EXERCISE OBJECTIVE
Scan the records and identify every line in which the string "nodes" occurs, then return those lines.

DATA FOR THIS EXERCISE

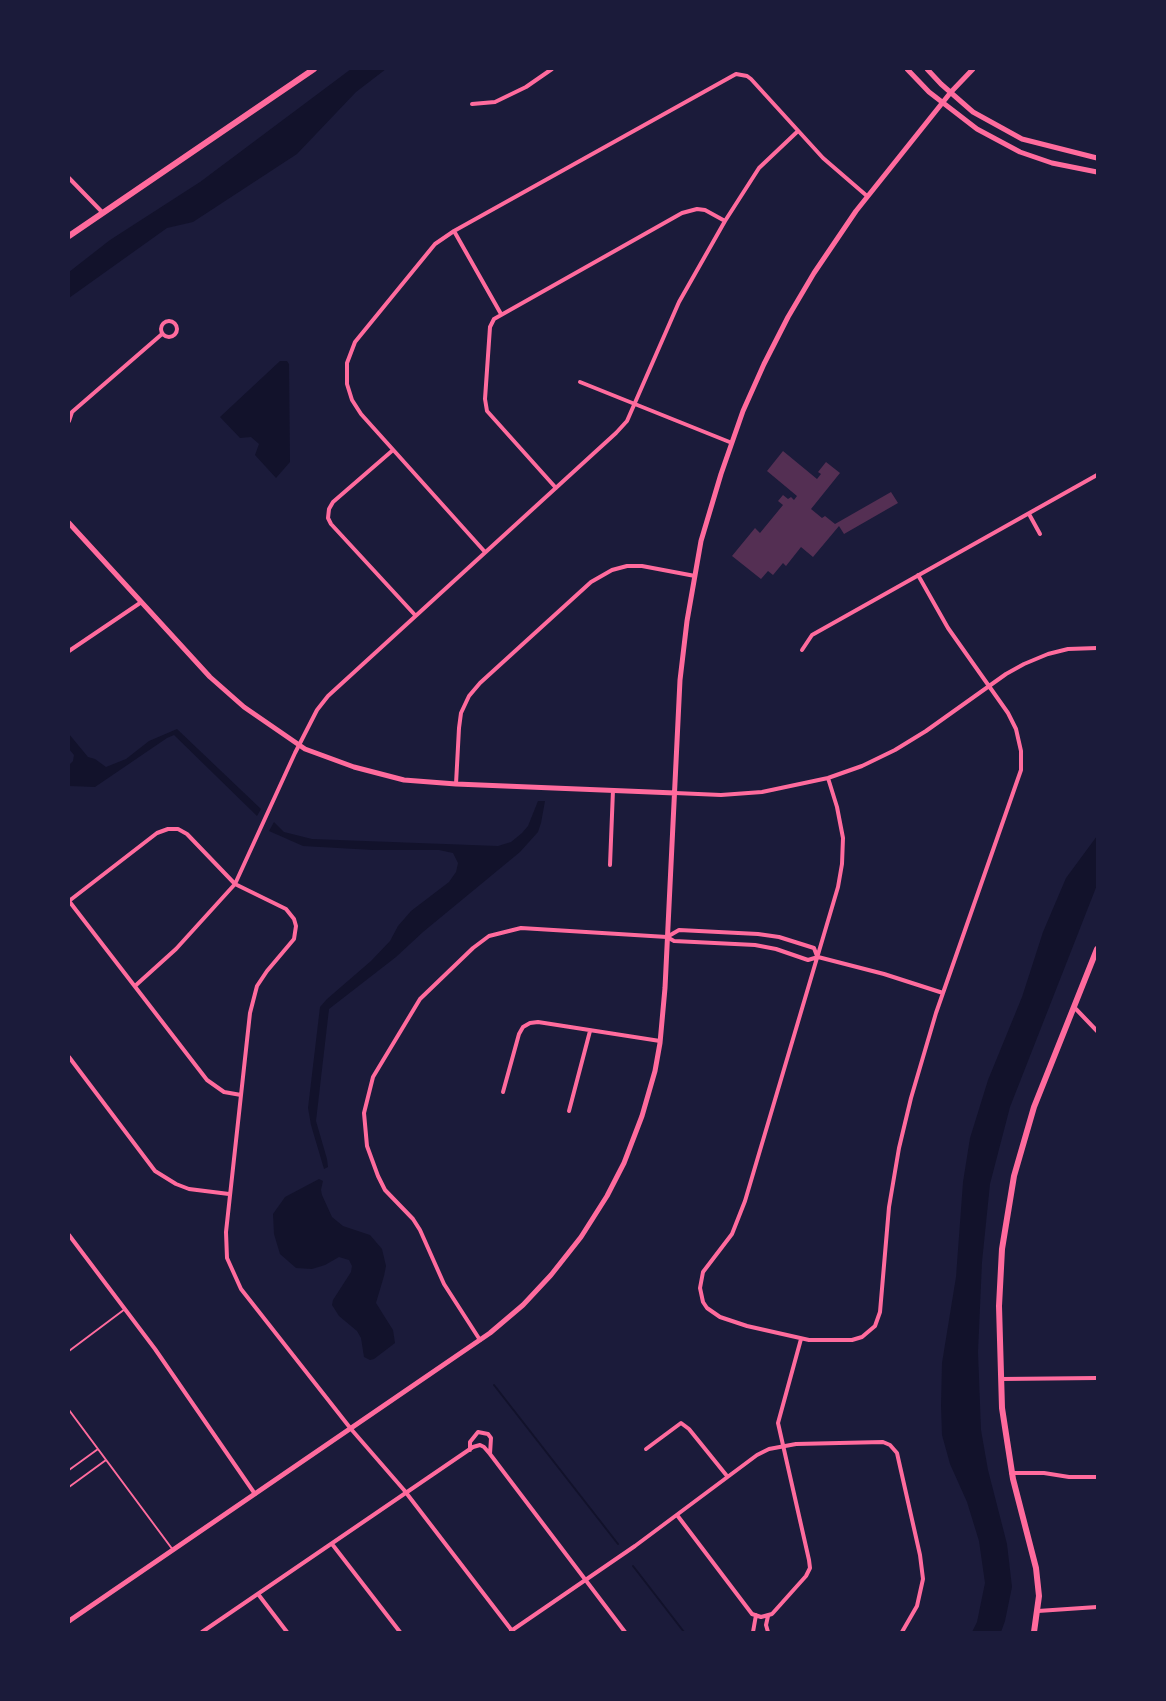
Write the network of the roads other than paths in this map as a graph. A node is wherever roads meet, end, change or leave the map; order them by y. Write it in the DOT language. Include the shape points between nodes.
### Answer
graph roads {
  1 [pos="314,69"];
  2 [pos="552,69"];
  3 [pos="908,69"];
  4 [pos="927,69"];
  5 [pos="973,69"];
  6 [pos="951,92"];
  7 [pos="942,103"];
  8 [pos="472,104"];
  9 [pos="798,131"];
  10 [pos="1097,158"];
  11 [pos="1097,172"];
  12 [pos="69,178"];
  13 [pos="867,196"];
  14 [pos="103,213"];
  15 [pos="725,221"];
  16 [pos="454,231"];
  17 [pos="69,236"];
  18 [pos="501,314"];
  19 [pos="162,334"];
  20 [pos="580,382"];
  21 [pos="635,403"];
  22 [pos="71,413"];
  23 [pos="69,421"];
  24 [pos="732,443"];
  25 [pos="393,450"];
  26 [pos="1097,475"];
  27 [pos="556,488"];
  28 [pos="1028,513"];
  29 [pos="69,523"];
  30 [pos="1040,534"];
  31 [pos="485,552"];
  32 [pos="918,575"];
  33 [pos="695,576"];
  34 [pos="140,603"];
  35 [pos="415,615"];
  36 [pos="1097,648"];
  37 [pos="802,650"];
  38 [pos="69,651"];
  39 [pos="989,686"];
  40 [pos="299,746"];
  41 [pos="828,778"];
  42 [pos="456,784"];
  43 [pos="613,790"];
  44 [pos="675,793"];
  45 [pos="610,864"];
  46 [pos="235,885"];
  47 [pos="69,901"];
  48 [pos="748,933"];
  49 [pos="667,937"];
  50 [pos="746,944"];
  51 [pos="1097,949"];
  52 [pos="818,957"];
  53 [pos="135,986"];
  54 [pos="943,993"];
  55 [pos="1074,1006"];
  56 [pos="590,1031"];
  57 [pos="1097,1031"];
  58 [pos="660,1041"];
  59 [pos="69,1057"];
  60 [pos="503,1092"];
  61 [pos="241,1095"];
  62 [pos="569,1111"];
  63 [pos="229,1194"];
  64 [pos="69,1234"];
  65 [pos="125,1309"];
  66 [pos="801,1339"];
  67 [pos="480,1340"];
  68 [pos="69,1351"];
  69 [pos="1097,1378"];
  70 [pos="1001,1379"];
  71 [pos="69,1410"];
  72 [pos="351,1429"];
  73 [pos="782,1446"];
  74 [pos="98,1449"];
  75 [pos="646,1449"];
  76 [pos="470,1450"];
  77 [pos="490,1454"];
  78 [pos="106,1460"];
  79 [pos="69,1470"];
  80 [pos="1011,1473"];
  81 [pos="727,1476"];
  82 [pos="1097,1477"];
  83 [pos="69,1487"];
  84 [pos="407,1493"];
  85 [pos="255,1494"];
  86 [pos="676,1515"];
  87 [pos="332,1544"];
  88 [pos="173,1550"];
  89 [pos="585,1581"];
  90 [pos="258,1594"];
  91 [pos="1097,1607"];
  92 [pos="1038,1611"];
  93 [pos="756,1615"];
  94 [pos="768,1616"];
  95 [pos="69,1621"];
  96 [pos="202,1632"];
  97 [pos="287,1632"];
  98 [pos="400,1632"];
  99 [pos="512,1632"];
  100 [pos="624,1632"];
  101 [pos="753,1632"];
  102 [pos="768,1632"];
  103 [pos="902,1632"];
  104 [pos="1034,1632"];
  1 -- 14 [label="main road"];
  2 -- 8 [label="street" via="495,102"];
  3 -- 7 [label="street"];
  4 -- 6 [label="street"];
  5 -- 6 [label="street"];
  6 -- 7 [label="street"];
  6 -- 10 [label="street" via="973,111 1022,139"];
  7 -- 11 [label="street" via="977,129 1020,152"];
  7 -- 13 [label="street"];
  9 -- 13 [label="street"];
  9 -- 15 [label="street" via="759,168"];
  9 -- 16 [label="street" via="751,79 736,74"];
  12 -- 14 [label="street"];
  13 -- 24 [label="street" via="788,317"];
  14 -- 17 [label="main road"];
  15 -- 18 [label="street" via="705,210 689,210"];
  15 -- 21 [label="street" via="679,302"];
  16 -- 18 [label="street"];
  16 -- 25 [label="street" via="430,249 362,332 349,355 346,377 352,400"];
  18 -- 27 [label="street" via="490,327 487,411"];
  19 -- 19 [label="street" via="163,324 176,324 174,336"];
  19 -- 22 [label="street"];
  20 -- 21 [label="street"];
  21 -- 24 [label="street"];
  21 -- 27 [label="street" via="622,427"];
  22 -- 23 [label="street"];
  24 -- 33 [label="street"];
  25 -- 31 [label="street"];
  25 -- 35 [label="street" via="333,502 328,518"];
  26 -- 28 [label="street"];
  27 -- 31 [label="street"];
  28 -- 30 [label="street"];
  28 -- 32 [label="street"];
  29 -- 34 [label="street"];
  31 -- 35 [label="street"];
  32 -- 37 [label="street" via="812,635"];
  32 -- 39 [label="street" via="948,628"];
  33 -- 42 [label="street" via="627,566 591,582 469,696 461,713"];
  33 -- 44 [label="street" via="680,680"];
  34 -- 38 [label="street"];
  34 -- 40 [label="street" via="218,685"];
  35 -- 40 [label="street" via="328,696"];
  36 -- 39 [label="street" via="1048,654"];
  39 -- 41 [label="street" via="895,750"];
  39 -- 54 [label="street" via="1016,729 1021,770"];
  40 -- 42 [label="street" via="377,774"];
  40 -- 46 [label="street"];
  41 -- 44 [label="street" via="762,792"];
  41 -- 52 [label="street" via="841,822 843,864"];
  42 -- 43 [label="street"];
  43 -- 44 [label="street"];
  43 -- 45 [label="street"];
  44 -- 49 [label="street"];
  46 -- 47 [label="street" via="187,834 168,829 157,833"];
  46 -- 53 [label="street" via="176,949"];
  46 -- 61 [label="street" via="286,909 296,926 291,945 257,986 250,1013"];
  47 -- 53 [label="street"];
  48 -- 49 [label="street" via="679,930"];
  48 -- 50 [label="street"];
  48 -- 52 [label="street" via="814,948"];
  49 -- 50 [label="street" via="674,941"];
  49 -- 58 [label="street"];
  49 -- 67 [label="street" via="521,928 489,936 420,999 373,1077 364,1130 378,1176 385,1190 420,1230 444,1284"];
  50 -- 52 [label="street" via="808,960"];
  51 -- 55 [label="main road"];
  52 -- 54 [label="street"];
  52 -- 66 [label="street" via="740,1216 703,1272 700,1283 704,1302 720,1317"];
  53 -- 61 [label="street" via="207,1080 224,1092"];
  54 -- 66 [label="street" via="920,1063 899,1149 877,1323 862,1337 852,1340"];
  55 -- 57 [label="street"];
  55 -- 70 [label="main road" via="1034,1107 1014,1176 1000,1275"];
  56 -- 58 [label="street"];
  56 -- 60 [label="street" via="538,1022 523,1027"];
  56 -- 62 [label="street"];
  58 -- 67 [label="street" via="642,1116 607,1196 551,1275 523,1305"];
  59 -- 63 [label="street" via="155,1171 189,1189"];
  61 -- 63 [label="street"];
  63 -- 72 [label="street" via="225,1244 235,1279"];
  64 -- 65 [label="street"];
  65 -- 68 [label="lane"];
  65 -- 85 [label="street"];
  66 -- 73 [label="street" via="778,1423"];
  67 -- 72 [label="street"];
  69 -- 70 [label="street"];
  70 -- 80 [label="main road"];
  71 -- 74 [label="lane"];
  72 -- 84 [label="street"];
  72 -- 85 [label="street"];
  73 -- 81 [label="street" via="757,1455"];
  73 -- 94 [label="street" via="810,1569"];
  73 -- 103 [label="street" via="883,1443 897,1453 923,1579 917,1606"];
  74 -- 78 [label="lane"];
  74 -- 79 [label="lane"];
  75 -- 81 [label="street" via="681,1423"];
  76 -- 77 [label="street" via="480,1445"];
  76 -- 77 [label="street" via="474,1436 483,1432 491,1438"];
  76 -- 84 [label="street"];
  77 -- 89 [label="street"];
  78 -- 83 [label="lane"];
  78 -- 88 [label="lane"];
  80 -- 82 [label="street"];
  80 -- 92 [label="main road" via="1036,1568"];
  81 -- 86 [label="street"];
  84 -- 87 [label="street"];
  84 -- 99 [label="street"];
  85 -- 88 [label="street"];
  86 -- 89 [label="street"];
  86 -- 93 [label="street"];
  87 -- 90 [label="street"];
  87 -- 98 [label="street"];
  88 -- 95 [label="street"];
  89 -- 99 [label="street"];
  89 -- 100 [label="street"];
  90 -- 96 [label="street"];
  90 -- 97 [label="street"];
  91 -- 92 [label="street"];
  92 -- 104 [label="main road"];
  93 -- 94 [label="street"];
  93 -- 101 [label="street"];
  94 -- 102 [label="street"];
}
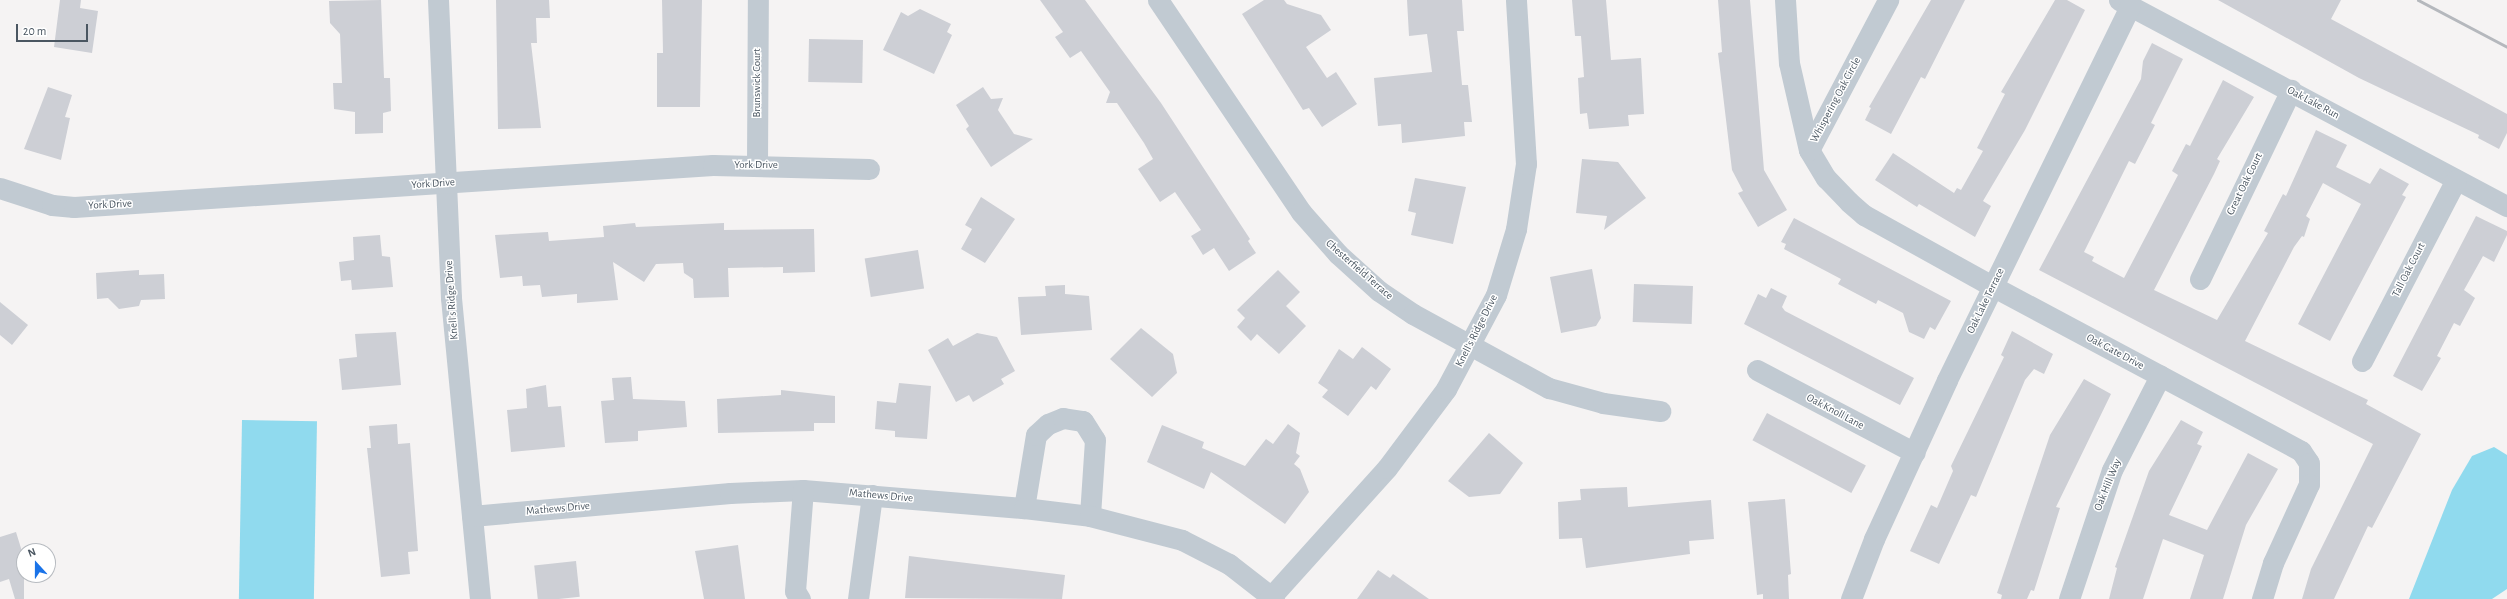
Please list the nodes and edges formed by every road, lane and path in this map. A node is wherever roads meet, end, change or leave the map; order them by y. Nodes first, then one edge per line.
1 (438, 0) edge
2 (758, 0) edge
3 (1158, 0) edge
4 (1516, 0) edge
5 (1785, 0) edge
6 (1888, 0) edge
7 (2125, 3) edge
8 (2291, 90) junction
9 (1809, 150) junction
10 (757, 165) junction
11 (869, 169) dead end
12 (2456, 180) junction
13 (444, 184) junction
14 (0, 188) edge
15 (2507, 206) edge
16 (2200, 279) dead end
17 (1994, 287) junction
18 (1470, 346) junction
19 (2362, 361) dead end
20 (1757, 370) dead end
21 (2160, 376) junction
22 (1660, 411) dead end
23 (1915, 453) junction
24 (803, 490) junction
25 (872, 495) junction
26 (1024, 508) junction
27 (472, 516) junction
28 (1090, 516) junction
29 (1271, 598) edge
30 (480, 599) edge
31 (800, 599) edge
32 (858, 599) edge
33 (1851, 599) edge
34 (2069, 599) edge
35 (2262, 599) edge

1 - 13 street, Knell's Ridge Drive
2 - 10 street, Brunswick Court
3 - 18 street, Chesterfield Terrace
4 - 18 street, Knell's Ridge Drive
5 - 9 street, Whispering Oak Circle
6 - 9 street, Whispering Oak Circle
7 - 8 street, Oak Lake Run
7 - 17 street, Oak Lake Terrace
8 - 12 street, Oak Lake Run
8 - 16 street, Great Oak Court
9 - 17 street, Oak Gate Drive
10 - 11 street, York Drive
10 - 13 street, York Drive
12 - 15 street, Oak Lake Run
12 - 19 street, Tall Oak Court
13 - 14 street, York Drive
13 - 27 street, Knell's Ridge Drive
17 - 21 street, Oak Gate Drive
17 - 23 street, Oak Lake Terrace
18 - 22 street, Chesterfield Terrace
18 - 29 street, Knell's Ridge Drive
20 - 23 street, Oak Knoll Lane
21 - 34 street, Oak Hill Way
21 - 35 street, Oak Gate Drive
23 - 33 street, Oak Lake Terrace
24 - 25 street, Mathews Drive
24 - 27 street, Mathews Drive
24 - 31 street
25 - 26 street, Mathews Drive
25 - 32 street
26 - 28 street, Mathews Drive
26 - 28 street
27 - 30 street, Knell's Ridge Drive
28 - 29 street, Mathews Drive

SOLUTION
Write the network of the roads other than paths in this map as a graph. A node is wherever roads meet, end, change or leave the map; order them by y. Write it in the DOT language. Include the shape points between nodes.
Please list the nodes and edges formed by every road, lane and path in this map. A node is wherever roads meet, end, change or leave the map; order them by y. Nodes first, then one edge per line.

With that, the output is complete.